Yonder Alonso Not Thinking About Opponent's Defensive Shifts

PHOENIX — Yonder Alonso breaks out into a wide grin at the mere mention of “defensive shift.”

“I don’t really think about it,” the Padres first baseman said Saturday afternoon when asked about the shift some teams are deploying against him.

The shift against Alonso has been deployed by the Dodgers, Diamondbacks, Mets and Brewers this season.

The second baseman moves to his left as well as backing up into short right field. The shortstop moves behind second base. The only infielder on the left side of the infield is the third baseman.

Alonso on Friday night beat Arizona’s shift by hitting a sharp grounder through the hole typically manned by the shortstop, driving in Carlos Quentin with the Padres’ first run. Earlier this season, Alonso dropped a bunt single when the Dodgers shifted against him.

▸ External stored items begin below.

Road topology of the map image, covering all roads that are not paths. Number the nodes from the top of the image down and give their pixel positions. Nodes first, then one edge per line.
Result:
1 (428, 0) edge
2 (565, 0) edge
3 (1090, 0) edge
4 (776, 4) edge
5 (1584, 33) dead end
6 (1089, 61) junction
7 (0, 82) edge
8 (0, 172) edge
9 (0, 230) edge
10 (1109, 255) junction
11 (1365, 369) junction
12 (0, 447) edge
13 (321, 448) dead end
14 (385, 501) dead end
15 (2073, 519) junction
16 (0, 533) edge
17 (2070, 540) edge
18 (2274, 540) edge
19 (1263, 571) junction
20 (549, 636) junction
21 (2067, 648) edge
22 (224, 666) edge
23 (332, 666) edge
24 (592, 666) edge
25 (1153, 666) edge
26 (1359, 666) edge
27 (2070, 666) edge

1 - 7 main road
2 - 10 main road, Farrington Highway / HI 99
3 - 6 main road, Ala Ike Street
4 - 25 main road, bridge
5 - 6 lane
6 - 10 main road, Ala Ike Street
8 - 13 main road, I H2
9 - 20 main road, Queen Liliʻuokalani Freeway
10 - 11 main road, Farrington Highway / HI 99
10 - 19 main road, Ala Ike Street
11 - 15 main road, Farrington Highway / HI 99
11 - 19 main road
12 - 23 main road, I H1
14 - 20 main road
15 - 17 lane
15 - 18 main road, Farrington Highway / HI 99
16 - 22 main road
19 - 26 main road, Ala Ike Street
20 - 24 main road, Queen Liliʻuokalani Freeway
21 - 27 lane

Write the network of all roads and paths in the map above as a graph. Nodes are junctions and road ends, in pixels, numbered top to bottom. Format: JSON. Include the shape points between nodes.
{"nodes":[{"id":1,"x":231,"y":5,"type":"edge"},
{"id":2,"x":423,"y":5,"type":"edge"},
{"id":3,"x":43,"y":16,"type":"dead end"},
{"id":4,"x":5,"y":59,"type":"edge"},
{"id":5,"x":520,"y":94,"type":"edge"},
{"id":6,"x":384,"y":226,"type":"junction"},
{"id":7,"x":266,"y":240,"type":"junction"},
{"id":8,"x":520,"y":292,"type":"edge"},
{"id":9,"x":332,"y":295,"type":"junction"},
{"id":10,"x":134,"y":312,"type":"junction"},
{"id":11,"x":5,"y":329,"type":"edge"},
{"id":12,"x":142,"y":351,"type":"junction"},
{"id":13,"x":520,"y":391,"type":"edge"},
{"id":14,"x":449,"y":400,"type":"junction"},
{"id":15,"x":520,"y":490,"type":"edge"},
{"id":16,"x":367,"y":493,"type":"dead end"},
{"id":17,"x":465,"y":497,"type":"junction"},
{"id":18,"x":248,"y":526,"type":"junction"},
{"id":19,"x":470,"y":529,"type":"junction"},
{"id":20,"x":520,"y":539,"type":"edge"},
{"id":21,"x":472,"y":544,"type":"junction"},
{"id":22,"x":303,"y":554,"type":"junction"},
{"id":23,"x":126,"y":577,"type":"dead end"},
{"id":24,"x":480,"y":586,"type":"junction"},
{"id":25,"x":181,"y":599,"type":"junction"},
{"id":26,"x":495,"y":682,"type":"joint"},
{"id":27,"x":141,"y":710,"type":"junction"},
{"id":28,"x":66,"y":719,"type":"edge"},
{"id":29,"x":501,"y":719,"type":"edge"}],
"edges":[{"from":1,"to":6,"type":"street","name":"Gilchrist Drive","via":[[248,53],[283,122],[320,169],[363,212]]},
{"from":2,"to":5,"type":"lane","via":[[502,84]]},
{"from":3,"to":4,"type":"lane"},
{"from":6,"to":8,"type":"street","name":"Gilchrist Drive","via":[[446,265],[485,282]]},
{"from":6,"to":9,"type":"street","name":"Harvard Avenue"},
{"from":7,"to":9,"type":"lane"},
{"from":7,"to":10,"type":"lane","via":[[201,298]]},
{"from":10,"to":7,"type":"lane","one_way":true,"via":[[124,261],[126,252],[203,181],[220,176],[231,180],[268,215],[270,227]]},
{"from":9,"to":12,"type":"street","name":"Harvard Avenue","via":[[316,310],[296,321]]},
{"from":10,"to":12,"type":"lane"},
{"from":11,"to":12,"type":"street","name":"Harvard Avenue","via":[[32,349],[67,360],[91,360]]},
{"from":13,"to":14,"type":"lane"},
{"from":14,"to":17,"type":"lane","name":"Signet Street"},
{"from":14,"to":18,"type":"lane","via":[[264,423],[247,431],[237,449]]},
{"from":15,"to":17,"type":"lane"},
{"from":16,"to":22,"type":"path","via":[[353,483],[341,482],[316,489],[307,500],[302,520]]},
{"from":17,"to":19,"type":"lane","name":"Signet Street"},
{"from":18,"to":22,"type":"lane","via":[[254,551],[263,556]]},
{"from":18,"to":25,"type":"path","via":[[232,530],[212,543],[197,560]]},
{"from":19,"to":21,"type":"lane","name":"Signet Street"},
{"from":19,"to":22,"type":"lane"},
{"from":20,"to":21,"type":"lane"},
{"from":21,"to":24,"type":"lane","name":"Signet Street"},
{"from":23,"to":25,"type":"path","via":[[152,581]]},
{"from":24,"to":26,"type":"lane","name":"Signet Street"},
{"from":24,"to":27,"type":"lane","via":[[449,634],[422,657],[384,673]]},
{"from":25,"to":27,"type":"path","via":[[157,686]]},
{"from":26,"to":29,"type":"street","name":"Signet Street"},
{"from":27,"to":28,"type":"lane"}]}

“I don’t make adjustments to what I’m doing when they shift,” said Alonso. “I’m not a dead pull hitter. I hope they keep doing it.”

Alonso has power to both alleys. Several of the teams that shift the infield to the right, actually shade the outfield toward the left side against Alonso.

“Shifting is more a function of the pitcher,” said Padres manager Bud Black. “Defenses shift a lot based on what type of pitcher is working and how he wants to pitch a certain hitter. Some teams shift on Chase (Headley) at times.

“I do know this, Yonder has the ability to beat the shift.”

Padres hitting coach Phil Plantier said he is not surprised that teams use a shift against Alonso.

“Nothing surprises me,” Plantier said of defensive shifts. “There are thousands of charts out there. Every team has charts and graphs outlining player tendencies in great detail.

“Shifts take into consideration both the hitter and the pitcher. As a manager, you’re thinking ‘how are we going to pitch this guy ... what does the pitcher want to do ... where might he hit this pitch or that pitch.’

“And sometimes a shift is just mental to try to put a piece of doubt in the hitter’s head, take him out of the comfort zone.”

Plantier’s advice to Padres hitters facing a shift:

“Stay in your swing,” said Plantier. “Don’t change your approach for a shift. That is playing into the other team’s strategy. Yes, if you get an outside pitch that you would normally take the other way, take it the other way. But don’t change the approach just to beat the shift.”

“When I’m hitting, I’m not looking at where the infielders are playing,” said Alonso. “You notice, but you can’t focus on that. But I knew when I hit that pitch Friday night that it was a hit ... there was no shortstop where the shortstop usually is.”